Alors que le soleil et les cagoles font un retour remarqué dans les rues de Marseille, j’achève ma première année en tant que professeur des écoles dans les quartiers nord, dans une de ces zones de sécurité prioritaires. J’avais demandé à être affecté « là où ça craignait », et je dois dire que j’ai été servi. J’enseigne dans un quartier où le taux de chômage atteint les 88 % et où il règne une loi de la Kalach. Après près d’un an de bons et loyaux services, je peux dire que cette expérience a violemment changé mon regard sur la société.

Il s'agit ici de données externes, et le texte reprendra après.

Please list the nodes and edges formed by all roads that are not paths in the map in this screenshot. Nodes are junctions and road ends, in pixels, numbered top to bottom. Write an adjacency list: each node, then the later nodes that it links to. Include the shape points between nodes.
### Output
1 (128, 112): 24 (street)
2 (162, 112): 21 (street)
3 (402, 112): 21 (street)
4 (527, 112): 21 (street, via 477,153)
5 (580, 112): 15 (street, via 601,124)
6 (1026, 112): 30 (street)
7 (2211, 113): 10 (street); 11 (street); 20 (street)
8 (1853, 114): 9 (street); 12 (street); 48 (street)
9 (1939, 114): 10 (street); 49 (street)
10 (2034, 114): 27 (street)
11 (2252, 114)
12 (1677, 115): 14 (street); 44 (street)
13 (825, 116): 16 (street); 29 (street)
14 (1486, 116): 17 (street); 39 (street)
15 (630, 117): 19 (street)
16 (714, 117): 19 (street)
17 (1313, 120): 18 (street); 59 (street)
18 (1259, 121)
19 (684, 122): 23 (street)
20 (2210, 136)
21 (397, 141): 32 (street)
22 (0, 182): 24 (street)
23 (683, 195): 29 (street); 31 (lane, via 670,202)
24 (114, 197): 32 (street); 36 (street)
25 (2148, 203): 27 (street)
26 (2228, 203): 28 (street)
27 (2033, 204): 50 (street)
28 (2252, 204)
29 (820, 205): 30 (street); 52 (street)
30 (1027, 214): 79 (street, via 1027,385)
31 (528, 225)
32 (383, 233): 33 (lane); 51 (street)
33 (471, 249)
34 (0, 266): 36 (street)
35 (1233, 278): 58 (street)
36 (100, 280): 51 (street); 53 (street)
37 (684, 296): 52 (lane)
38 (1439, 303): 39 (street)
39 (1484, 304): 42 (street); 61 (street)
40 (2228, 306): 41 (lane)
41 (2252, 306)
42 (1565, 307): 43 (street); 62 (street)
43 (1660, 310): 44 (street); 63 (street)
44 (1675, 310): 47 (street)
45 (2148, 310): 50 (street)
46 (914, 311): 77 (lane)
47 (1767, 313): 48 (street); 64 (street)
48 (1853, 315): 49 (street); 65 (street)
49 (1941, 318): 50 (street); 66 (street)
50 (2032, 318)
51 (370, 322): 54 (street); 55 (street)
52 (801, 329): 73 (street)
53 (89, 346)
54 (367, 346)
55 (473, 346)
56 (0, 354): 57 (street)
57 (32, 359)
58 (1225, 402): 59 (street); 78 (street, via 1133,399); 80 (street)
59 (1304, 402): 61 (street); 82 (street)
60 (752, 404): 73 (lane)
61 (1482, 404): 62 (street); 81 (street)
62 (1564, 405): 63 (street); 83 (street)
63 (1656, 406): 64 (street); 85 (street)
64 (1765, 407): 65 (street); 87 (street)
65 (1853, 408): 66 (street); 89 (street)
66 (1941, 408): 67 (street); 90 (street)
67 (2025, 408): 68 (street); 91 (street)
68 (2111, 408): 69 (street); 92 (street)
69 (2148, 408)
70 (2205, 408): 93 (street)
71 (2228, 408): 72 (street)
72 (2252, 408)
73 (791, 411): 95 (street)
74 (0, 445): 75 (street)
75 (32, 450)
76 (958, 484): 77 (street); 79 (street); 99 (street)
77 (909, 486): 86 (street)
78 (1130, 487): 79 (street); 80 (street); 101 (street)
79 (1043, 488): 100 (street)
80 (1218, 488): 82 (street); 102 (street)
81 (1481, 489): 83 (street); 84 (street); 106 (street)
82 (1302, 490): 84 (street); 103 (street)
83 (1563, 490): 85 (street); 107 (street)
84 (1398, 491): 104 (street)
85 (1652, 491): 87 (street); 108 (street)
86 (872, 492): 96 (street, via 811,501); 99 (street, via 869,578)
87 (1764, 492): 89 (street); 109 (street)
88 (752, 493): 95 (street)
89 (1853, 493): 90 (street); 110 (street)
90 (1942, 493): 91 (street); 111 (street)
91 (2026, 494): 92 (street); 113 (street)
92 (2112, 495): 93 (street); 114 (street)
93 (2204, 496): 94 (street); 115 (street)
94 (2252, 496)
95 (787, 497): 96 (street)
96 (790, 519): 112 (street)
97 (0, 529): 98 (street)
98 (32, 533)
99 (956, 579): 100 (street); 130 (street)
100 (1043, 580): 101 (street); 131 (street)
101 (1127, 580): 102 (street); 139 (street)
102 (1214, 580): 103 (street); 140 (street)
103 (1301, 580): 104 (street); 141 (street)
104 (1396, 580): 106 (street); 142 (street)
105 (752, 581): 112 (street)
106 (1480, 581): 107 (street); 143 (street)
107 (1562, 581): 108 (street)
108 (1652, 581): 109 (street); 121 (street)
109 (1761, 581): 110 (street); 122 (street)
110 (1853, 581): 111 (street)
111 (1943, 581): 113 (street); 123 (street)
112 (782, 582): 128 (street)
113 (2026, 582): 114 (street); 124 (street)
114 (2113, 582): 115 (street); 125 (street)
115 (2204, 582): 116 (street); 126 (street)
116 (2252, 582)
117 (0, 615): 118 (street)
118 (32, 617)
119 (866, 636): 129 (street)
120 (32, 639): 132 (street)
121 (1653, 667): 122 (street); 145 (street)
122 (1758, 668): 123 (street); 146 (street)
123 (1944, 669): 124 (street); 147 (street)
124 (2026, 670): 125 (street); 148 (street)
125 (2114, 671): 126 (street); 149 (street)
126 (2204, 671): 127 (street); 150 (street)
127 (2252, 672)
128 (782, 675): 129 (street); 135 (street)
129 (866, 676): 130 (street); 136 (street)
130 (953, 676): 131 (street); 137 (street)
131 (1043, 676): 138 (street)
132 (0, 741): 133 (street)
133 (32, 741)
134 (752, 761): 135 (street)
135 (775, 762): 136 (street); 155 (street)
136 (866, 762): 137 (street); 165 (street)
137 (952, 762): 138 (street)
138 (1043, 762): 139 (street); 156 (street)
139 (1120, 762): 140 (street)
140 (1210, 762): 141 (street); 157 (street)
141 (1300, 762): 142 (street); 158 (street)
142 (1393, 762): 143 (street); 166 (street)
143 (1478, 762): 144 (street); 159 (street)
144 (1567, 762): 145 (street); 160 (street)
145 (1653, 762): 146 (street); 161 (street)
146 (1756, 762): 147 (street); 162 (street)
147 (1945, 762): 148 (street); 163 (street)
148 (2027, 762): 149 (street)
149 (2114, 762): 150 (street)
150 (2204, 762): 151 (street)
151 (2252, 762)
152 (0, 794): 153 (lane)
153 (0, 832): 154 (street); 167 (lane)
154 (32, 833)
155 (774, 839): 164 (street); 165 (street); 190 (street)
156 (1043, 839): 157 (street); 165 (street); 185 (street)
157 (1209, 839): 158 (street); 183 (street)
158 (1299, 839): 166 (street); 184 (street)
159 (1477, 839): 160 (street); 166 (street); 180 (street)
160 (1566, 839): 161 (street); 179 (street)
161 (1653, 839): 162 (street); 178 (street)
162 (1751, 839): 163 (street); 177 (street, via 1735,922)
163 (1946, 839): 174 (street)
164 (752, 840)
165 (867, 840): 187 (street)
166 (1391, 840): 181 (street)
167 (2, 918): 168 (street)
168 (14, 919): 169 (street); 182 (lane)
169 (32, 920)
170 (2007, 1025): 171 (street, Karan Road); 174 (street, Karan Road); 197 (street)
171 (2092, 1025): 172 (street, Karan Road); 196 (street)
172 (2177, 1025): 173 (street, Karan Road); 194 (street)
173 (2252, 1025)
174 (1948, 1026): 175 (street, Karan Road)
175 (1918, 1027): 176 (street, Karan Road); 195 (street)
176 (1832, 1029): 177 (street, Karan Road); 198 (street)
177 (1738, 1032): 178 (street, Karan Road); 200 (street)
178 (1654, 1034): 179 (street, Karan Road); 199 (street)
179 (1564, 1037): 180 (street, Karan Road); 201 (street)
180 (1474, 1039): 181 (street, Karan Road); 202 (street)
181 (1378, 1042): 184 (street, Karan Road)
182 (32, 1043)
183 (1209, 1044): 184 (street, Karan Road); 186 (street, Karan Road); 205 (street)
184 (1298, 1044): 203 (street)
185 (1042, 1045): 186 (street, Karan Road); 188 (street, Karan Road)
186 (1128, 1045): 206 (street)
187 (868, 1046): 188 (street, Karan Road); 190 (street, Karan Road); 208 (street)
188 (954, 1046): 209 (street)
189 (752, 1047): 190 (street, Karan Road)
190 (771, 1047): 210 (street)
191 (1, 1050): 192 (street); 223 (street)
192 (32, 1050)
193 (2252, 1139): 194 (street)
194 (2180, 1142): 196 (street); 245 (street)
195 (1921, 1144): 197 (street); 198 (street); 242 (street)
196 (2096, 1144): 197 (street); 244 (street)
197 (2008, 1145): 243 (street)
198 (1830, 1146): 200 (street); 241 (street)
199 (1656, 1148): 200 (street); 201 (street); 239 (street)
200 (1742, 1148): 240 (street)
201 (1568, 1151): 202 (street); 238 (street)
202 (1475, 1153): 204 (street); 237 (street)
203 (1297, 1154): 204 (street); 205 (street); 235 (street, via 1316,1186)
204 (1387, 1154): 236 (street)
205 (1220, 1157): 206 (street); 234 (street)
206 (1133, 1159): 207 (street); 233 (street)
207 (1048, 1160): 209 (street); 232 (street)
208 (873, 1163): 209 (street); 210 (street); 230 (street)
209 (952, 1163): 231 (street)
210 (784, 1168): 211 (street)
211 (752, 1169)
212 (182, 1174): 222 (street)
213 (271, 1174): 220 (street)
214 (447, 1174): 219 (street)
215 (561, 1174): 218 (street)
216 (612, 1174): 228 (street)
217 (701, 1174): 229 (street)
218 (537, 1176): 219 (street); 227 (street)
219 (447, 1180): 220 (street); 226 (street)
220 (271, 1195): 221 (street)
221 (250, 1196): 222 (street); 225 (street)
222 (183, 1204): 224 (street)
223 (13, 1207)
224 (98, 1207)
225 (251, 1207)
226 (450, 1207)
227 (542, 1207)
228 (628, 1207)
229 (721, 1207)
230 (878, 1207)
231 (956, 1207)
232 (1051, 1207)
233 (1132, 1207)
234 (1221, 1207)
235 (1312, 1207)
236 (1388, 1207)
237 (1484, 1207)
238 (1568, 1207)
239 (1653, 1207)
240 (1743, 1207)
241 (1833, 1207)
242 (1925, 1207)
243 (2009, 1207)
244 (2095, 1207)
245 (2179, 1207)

[...] On s’attend à ce que ces gamins soient au mieux des dealeurs de shit à l’huile de moteur et au pire qu’ils applaudissent les frères Kouachi, mais en réalité ils sont comme tous les minots, c’est-à-dire débordants d’énergie, hyper influençables, curieux jusqu’à en être chiants, et je m’excuse de décevoir les chantres de l’apocalypse identitaire : ils ne portent pas de haine en eux.

Ils sont au contraire motivés par la volonté de me plaire à tout prix, moi, leur prof. Je le vois dans leur besoin de me montrer tout ce qu’ils font, ou dans ce sourire qu’ils esquissent quand je les félicite. Ils sont dans l’affectif le plus total et leur manque en la matière est criant : un jour, alors que je leur expliquais le principe d’une pétition, j’ai vu une feuille circuler entre eux. J’ai soupiré, bombé le torse et je m’apprêtais à les engueuler théâtralement, avant de réaliser que c’était une pétition pour je que sois « leur maître pour toujours ».

Mettons-nous bien d’accord : je ne dis pas là que ma vie professionnelle ressemble à un film de Jean-Pierre Jeunet. Parfois, mes journées commencent avec des grosses bagarres à gérer, le caillassage de ma caisse, des « nik tes mores » écrits sur les murs de la cour, ou même une fois un crachat reçu en pleine face. Néanmoins, une fois que t’as trouvé ce subtil équilibre entre bienveillance et autorité, détachement et implication, professionnalisme et légèreté, tu rentres dans une bonne phase. [...]

Ali Assoumani

Extrait de vice.com.fr du 06.04.15 : Comment enseigner dans les quartiers nord...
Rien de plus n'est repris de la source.